The rate of CCN scavenging depends linearly on the drizzle rate and on the Volume-Weighted Mean Diameter (CVWMD) of the collected cloud droplets to the 3rd power. It is important to note that the CCN scavenging rate depends on the cloud-base drizzle rate, (which is 4 or more times greater than the drizzle rate at the ocean surface) and that the CCN scavenging rate is effected only negligibly by the final disposition of the drizzle drop (whether the drizzle drop reaches the ocean surface or evaporates completely). Intrinsic factors governing CVWMD are: the cloud-droplet size spectra, the drizzle drop versus cloud droplet collection efficiency and the trajectory of drizzle drops through the cloud-layer.
Since CVWMD depends on factors that cannot be easily measured it is necessary to formulate an empirical relationship between drizzle rate and the CCN scavenging rate in terms of measurable quantities -- namely the droplet effective radius at cloud-top. This relationship will be developed using aircraft in situ measurements of aerosol/CCN size spectra (below cloud), cloud-droplet size spectra, and high-rate air motion estimates collected during the DYCOMS-II project. Two distinct approaches will be employed to estimate the CCN scavenging rate: (i) computation of cloud droplet flux by applying eddy-correlation techniques to the FSSP cloud-droplet size spectra. Essentially all cloud droplets form within tens of meters above cloud base thus, the cloud droplet flux represents the combined effect of the processes occurring above the flight level (parcels moving downward through the flight level have been modified by entrainment and drizzle).
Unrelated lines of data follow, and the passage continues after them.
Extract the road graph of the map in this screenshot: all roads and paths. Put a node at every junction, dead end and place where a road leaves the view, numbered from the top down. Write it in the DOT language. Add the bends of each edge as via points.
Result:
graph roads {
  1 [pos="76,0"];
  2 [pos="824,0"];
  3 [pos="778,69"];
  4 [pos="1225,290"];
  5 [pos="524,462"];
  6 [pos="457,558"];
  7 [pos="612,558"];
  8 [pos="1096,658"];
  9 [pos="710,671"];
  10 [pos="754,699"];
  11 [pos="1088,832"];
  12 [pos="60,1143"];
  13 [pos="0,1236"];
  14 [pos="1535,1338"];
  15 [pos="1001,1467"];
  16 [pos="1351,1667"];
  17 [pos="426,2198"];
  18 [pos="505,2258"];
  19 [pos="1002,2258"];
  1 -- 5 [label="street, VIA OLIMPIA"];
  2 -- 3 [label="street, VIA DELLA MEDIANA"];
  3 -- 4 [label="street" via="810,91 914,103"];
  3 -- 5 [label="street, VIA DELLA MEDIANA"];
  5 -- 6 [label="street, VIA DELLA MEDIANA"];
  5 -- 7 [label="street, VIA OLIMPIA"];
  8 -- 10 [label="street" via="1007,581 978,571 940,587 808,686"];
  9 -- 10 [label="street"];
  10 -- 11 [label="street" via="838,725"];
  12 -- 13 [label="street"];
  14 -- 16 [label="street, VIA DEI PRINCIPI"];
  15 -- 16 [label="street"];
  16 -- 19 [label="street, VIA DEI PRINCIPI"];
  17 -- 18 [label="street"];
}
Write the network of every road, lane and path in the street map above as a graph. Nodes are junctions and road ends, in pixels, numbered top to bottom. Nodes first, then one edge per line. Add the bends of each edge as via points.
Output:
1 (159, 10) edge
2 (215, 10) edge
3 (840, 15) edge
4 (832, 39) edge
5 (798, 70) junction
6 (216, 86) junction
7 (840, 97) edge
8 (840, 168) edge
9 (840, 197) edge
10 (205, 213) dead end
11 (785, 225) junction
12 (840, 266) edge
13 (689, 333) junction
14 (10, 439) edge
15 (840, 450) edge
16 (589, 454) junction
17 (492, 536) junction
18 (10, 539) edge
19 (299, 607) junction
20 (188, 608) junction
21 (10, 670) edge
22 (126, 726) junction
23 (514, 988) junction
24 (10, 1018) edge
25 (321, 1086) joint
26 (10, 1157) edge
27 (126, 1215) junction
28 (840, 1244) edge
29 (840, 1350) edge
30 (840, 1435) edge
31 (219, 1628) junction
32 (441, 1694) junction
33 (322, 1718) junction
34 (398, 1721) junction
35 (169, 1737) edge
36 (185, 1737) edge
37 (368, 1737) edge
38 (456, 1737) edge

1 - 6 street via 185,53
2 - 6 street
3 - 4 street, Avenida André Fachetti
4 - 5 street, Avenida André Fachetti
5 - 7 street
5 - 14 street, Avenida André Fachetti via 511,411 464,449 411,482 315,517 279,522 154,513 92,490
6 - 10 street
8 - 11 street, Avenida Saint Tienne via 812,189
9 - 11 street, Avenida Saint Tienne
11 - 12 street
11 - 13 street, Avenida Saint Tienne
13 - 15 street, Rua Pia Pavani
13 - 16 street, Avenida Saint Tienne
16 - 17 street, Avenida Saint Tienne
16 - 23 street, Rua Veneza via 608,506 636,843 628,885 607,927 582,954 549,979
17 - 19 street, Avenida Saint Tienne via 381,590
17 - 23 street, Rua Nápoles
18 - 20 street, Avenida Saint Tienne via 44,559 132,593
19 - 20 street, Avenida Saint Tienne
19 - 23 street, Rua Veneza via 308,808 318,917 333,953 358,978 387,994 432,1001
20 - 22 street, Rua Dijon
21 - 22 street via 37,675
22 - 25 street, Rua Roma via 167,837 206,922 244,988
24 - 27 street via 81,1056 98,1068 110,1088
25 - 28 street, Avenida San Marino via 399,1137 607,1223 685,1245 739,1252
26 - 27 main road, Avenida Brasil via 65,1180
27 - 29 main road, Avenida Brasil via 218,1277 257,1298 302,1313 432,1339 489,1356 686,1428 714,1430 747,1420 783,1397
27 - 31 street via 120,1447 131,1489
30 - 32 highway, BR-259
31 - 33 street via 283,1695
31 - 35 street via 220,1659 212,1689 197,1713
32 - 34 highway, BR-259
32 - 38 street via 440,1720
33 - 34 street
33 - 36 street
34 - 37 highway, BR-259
Cloud droplets are lost through both evaporation and collection by drizzle -- thus, the upward flux of cloud-droplets represents an upper-limit on the CCN scavenging rate and must be corrected for the loss due to evaporation (using ozone fluxes and other indications of entrainment/evaporation). (ii) eddy-covariance and relaxed eddy accumulation estimates of aerosol fluxes using PCASP and other aerosol measurements from the below-cloud flight legs (these estimates will be difficult to make due to the limited sample volumes and time resolutions of the aerosol measurements and their susceptibility to contamination by drizzle).
Since opportunities for direct measurement of CCN scavenging in marine stratocumulus using instrumented aircraft are inherently very few and far between, CCN scavenging estimates derived from the DYCOMS-II dataset will be examined in terms of satellite-measurable quantities namely: radar reflectivity (from the Cloud-Profiling Radar onboard CloudSat), Cloud-top heights (from the CALIPSO lidar), and cloud-droplet effective radius estimates (from MODIS). Data from the DYCOMS-II field campaign will be used to simulate what would be seen by the aforementioned satellite sensors: radar reflectivities from the Wyoming Cloud Radar (WCR) will be resampled to approximate the 500m vertical resolution of CloudSat, smoothed cloud-top heights from the SABL lidar and the WCR will be used as a surrogate for CALIPSO cloud-top heights, and FSSP data will be used to estimate cloud-droplet effective radii near cloud top (MODIS measurements which were available during DYCOMS-II will also be used). The simulated satellite measurements will be compared to the direct estimates of the CCN scavenging in order to assess the feasibility of using a suite of satellite observations (most notably radar reflectivities from CloudSat) in order to estimate the effect of drizzle scavenging in marine stratocumulus on a global scale.